Our cybersecurity risk management policies and processes extend to cyber risks posed by our third-party service providers. To manage that risk we have implemented a process to identify critical vendors and perform a reasonable level of due diligence on the adequacy of their cybersecurity policies, processes and capabilities.
Our business strategy, results of operations and financial condition have not been materially affected by risks from cybersecurity threats, including as a result of previous cybersecurity incidents, but we cannot provide assurance that they will not be materially affected in the future by such risks and any future material incidents. Like most major corporations we have been the target of cyberattacks from time to time and we expect to be the target of such attacks in the future. In the past three years, however, we have not experienced a material information security breach. As such, we have not incurred any material expenses from cybersecurity breaches or any expenses from fines, penalties or settlements related to a cybersecurity breach. See “Risk Factors” in Item 1A of this Annual Report on Form 10-K for more information on risks from cybersecurity threats that are reasonably likely to materially affect our business strategy, results of operations and financial condition.
Governance
Our entire Board of Directors provides oversight of the Company’s cybersecurity policies, processes and capabilities as part of their overall oversight of risk management. Once a year, our Vice President, Cyber Security reports to the Audit Committee providing a detailed update on the threat landscape, emerging trends and the Company’s mitigation efforts. This report also includes Tronox’s performance as measured by the NIST Cybersecurity Framework Scorecard. As needed on a periodic basis, our Vice President, Cyber Security updates the Audit Committee on specific cybersecurity events and newly emerging risks and the actions taken by the Company in response to those events and risks. The Audit Committee updates the full board on these matters as necessary. The full Board reviews and assesses cybersecurity risks in connection with its annual Enterprise Risk Management review.
27
In 2020, Tronox established an IT Security Council to help set corporate risk tolerance and related policy. The council meets quarterly, is chaired by the General Counsel and managed by our Vice President, Cyber Security with senior level representation from key functions and business units. On an annual basis, the Tronox Cybersecurity team reviews and updates the core governance documents, including the Acceptable Use Policy, the Information Security Policy, and the Incident Response Plan. These are then subject to review and approval by the Tronox Security Council with a summary provided to the Audit Committee as a component of the annual cybersecurity Enterprise Risk Management.

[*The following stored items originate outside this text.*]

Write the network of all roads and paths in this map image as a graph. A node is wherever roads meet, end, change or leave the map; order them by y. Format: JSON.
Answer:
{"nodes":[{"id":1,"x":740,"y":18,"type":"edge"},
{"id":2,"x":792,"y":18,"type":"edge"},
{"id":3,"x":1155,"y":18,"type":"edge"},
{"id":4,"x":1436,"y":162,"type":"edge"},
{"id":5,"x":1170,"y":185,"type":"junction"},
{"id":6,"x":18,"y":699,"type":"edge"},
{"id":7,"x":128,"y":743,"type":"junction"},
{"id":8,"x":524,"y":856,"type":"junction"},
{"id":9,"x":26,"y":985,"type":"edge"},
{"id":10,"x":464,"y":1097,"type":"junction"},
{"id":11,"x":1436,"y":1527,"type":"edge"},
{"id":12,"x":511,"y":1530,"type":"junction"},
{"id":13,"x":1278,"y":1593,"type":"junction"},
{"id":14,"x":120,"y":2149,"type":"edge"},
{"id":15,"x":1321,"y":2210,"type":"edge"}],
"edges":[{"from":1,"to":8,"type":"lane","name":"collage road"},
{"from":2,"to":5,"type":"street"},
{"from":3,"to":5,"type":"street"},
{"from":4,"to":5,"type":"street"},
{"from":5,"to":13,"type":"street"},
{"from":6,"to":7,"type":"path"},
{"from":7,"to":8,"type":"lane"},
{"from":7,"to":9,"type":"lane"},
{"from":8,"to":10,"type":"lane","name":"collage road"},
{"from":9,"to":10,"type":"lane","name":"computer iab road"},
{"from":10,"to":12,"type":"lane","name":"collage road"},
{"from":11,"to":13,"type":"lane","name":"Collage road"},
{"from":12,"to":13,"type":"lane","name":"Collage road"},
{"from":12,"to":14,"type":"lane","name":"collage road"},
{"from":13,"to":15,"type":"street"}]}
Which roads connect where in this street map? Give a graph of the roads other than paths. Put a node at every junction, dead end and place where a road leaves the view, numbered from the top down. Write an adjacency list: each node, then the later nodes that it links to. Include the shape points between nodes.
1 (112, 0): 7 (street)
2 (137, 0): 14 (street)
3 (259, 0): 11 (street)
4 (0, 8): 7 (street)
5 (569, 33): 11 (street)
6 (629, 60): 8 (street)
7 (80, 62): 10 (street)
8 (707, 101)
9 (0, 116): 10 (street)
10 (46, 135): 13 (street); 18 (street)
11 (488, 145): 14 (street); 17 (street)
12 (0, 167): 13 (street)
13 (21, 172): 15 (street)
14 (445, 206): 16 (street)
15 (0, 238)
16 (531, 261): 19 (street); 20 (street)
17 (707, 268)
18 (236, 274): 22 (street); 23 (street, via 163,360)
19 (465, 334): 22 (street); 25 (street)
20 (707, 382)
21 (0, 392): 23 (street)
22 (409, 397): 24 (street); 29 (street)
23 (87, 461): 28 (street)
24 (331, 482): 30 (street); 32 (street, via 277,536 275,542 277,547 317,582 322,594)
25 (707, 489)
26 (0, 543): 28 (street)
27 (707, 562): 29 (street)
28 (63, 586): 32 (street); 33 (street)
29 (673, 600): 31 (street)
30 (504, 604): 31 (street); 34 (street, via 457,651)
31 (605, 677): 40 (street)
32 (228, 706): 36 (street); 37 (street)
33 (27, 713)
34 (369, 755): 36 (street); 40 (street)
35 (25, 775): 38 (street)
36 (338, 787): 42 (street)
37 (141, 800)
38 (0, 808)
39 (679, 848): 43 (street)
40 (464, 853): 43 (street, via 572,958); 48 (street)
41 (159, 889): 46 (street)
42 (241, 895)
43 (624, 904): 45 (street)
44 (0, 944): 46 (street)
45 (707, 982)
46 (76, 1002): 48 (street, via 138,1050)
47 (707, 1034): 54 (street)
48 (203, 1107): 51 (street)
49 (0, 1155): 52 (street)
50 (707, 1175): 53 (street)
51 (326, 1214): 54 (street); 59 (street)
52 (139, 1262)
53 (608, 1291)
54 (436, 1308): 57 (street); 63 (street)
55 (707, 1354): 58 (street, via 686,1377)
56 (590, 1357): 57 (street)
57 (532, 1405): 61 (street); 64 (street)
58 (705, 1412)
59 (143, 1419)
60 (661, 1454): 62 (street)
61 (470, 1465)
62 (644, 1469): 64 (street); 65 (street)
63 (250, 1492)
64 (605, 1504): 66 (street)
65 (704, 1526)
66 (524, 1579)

Day to day cybersecurity risk oversight governance is the responsibility of our Vice President, Cyber Security who has been with Tronox since 2017 and reports to our Senior Vice President, Integrated Supply Chain and Digital Transformation. Tronox’s Vice President, Cyber Security has over 30 years of IT experience, 20 years of security experience and was awarded a Member of the British Empire honor with respect to his work in the field. Previous roles include Interim Chief Information Security Office for Pacnet (Hong Kong) and Director of Security for Level 3 Communications along with multiple engagements for the UK government. He oversees a dedicated security team distributed globally with more than 15 members and over 100 years of aggregate cyber security experience.